== PROBLEM DESCRIPTION ==
Your response should contain every line from the data below that holds the string "function".

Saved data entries
--- START ---

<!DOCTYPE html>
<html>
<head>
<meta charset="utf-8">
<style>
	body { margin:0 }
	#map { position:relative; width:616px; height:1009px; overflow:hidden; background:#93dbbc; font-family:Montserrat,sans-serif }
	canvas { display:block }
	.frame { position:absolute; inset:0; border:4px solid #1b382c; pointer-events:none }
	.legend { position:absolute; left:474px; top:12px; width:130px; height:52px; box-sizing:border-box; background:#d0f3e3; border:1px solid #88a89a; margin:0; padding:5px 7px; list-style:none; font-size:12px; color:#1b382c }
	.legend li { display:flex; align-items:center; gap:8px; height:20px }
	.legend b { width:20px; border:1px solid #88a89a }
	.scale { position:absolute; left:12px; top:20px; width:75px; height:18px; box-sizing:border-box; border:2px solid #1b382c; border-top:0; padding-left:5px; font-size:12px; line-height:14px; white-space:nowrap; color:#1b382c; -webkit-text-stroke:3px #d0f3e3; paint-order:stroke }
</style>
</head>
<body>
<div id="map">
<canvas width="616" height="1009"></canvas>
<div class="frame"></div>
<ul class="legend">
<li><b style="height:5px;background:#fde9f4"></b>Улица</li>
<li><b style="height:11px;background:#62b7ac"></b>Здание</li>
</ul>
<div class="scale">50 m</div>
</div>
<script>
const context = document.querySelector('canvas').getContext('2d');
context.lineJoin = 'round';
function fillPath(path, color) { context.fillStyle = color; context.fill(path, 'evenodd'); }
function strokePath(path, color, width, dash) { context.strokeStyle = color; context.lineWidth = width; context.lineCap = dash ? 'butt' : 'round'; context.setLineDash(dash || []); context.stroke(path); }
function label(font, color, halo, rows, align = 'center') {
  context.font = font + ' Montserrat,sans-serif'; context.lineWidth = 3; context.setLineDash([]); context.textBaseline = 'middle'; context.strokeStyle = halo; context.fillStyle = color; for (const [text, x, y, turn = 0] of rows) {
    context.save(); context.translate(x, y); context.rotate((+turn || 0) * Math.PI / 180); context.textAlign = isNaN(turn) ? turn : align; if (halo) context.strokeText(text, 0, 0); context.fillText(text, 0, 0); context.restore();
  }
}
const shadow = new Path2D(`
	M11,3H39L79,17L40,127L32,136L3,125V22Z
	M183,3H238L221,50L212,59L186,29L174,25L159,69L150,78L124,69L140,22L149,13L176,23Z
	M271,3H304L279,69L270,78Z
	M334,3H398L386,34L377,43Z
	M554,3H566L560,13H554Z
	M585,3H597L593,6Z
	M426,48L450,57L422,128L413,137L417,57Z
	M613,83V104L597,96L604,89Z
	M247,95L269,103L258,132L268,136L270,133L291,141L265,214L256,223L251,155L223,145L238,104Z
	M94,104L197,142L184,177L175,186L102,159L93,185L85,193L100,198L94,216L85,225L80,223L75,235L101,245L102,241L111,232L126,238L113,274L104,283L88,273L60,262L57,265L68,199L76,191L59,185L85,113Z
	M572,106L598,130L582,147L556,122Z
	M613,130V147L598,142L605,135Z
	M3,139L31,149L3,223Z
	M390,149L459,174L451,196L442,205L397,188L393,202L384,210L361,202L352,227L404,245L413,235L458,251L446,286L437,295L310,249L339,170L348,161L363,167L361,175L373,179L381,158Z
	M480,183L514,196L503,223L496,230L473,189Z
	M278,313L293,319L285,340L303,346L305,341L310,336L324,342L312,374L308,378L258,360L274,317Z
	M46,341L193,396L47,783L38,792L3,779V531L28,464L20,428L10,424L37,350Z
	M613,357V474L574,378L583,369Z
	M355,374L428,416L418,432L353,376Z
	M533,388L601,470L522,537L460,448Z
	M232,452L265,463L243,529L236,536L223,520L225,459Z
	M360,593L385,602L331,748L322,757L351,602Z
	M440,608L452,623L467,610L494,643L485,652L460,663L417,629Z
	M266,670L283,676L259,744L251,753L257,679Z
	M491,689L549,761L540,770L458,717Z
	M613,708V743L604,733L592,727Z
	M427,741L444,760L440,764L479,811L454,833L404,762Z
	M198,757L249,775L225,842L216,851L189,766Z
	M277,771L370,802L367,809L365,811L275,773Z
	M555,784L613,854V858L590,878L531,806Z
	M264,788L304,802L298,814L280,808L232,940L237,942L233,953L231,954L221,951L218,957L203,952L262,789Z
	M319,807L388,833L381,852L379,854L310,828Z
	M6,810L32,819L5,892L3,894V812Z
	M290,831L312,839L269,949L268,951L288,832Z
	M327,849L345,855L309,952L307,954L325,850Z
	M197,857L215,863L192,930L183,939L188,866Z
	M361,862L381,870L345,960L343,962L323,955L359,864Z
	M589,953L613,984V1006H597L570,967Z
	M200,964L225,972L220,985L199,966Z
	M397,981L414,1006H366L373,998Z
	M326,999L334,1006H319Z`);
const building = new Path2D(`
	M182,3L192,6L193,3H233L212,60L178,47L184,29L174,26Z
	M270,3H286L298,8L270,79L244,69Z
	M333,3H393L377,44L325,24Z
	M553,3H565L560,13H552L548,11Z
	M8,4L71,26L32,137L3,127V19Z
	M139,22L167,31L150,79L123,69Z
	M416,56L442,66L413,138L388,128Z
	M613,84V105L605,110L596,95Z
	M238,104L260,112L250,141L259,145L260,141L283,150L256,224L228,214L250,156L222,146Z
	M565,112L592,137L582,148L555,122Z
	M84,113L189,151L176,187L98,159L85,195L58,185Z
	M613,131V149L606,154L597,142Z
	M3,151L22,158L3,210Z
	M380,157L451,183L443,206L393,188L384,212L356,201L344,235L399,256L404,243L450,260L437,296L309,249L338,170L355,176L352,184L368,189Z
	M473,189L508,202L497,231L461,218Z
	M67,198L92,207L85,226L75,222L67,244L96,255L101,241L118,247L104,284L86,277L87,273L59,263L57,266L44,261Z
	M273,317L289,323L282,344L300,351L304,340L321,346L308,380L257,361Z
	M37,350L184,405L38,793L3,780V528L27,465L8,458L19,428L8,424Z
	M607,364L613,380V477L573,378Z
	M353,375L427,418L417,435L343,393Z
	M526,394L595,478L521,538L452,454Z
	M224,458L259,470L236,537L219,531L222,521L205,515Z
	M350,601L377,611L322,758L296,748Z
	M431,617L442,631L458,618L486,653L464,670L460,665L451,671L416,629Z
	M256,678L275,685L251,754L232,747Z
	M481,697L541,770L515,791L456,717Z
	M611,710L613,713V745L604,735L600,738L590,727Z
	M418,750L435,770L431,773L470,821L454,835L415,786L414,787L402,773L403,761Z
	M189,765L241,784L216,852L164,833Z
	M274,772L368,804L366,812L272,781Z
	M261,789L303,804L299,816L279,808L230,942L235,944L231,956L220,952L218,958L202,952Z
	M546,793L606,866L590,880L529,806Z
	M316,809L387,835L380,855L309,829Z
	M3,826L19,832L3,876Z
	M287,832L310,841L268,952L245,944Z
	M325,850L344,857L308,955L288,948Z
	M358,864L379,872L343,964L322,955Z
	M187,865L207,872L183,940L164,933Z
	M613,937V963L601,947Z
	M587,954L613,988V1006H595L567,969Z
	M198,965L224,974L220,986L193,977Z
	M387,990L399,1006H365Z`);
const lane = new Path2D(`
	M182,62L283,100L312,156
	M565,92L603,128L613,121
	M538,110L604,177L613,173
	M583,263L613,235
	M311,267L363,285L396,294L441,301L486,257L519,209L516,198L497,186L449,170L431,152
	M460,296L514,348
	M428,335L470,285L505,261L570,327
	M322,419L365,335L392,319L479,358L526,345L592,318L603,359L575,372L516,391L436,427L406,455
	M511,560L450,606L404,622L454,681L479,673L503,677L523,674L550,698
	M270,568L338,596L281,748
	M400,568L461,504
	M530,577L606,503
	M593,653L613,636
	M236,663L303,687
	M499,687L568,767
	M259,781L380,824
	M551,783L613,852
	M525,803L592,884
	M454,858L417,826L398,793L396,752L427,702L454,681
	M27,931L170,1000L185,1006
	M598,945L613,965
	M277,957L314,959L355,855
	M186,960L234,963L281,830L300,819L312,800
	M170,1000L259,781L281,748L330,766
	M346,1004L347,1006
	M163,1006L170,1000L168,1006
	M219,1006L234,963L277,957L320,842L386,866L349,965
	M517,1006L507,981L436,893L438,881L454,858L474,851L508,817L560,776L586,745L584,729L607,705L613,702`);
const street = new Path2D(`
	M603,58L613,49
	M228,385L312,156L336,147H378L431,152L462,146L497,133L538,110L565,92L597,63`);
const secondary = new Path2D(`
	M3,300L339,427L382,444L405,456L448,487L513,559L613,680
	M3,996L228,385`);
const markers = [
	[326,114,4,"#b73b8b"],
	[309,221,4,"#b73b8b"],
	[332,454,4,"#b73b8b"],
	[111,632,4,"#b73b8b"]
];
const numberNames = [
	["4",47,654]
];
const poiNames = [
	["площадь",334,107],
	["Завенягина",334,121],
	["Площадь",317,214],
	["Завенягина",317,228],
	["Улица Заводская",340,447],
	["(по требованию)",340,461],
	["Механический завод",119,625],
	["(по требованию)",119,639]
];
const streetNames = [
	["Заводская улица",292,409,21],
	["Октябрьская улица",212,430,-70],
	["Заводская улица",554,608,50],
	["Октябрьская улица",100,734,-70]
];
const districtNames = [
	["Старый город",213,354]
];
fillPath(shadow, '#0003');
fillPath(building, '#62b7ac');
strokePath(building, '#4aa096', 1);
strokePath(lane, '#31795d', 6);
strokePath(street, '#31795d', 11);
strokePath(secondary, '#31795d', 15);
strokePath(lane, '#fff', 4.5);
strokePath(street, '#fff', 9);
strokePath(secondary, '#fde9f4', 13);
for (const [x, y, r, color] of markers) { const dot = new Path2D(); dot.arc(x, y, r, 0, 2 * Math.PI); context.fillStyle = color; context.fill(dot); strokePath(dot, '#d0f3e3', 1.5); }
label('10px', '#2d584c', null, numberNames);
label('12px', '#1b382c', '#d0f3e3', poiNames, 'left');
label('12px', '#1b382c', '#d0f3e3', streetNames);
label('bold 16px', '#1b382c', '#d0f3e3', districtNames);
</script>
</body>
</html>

--- END ---

== SOLUTION FOR THIS TASK ==
function fillPath(path, color) { context.fillStyle = color; context.fill(path, 'evenodd'); }
function strokePath(path, color, width, dash) { context.strokeStyle = color; context.lineWidth = width; context.lineCap = dash ? 'butt' : 'round'; context.setLineDash(dash || []); context.stroke(path); }
function label(font, color, halo, rows, align = 'center') {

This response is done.